Não se descura que as instituições financeiras oficiais, complementadas, no que possível, pelas demais instituições financeiras, devem receber liquidez suficiente, principalmente para oferta de capital de giro. Naturalmente, as operações de capital de giro devem se revestir de características de longo prazo e custo reduzido, como o Brasil já operou, com sucesso, no passado e com vistas a um período desenvolvimentista. Tal é o exemplo que se colhe das linhas destinadas às operações de capital de giro para pequena e média empresa, a custo prefixado e longo prazo, à época conhecidas pelo número da instrução do Banco Central do Brasil que as regulamentou: Instrução nº 130.

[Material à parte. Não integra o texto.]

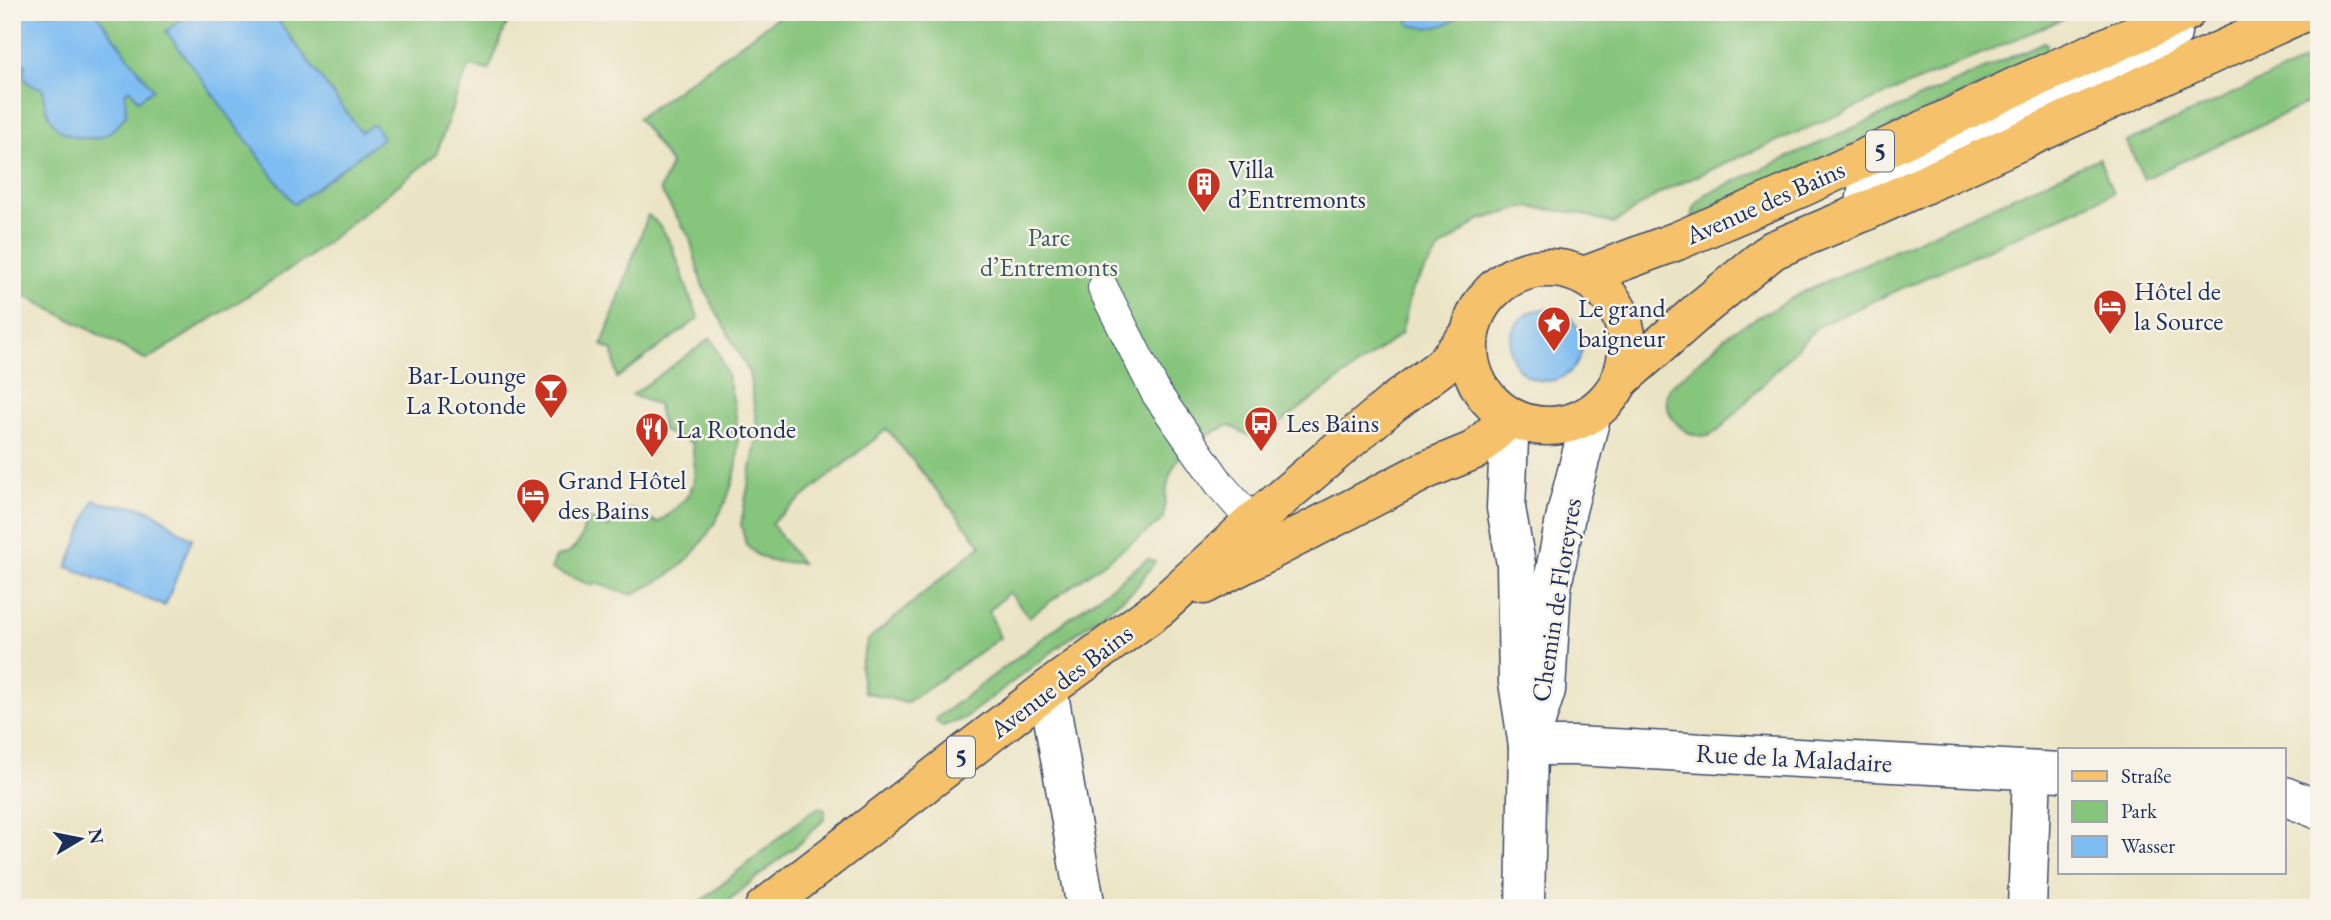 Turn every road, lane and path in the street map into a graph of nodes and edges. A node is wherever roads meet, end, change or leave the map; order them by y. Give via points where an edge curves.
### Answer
1 (2305, 12) edge
2 (2176, 14) edge
3 (1864, 212) junction
4 (1584, 276) junction
5 (1102, 288) dead end
6 (1469, 335) junction
7 (1620, 380) junction
8 (1592, 413) junction
9 (1510, 417) junction
10 (1253, 523) junction
11 (1159, 608) junction
12 (1048, 689) junction
13 (1528, 746) junction
14 (2046, 771) edge
15 (2286, 797) edge
16 (2319, 810) edge
17 (776, 903) edge
18 (1086, 908) edge
19 (1525, 908) edge
20 (2027, 908) edge

1 - 3 main road, Avenue des Bains / 5
2 - 3 street, Avenue des Bains via 2172,33 2155,53 1868,184
2 - 4 main road, Avenue des Bains / 5 via 1803,187
3 - 7 main road, Avenue des Bains / 5 via 1773,250
4 - 6 main road via 1561,268 1535,268 1511,276 1491,291 1477,311
4 - 7 main road via 1604,290 1626,332
5 - 10 lane via 1156,393
6 - 9 main road via 1472,374 1488,399
6 - 10 main road, Avenue des Bains / 5 via 1441,367 1393,402
7 - 8 main road
8 - 9 main road via 1552,427
8 - 13 street, Chemin de Floreyres via 1552,586 1546,690
9 - 11 main road, Avenue des Bains / 5 via 1475,450 1426,470
9 - 13 street, Chemin de Floreyres via 1506,508 1516,564 1518,682
10 - 11 main road, Avenue des Bains / 5
11 - 12 main road, Avenue des Bains / 5
12 - 17 main road, Avenue des Bains / 5
12 - 18 street
13 - 14 street, Rue de la Maladaire
13 - 19 street, Chemin de Floreyres
14 - 20 street
15 - 16 street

O empréstimo de capital de giro a longo prazo e a juros reduzidos não se reveste, como no passado, do aspecto de subsídio, porque hoje, sendo a taxa Selic de 3,75% ao ano, sinalizando limite do custo de captação de recursos, permite o financiamento de capital de giro requerido para que a economia rode.

Para as pessoas naturais a urgência é evidente, e requer a prestação de assistência social pelo Estado. A assistência social emergencial pode ser complementada por outras medidas que não representam despesas novas: zerar a fila do INSS, que tem mais de 2 milhões de pessoas aguardando concessão de benefício, pode representar o fornecimento de renda mínima a dois milhões de família.

Para o período pós-crise, que a ninguém é dado conhecer exatamente no presente, será necessário um período como que de reconstrução, ou seja, de caráter nitidamente desenvolvimentista. O BNDES, sendo banco de fomento, terá muito a fazer.

Quanto ao período do pós-crise, convém assinalar, não se deve perder de vista que, para alguns, cessada a causa das dificuldades, cessa também a solidariedade e reaparece a avidez. Ao Poder Público, e ao Judiciário, em particular, caberá refrear os impulsos de avidez que ressurgirão no período pós crise. O que se tem a evitar, nesse caso, é a situação retratada por Sêneca, em Da Ira:

“Juízes de todas as partes do país se reúnem neste tribunal para decidir qual avidez é a menos injusta”.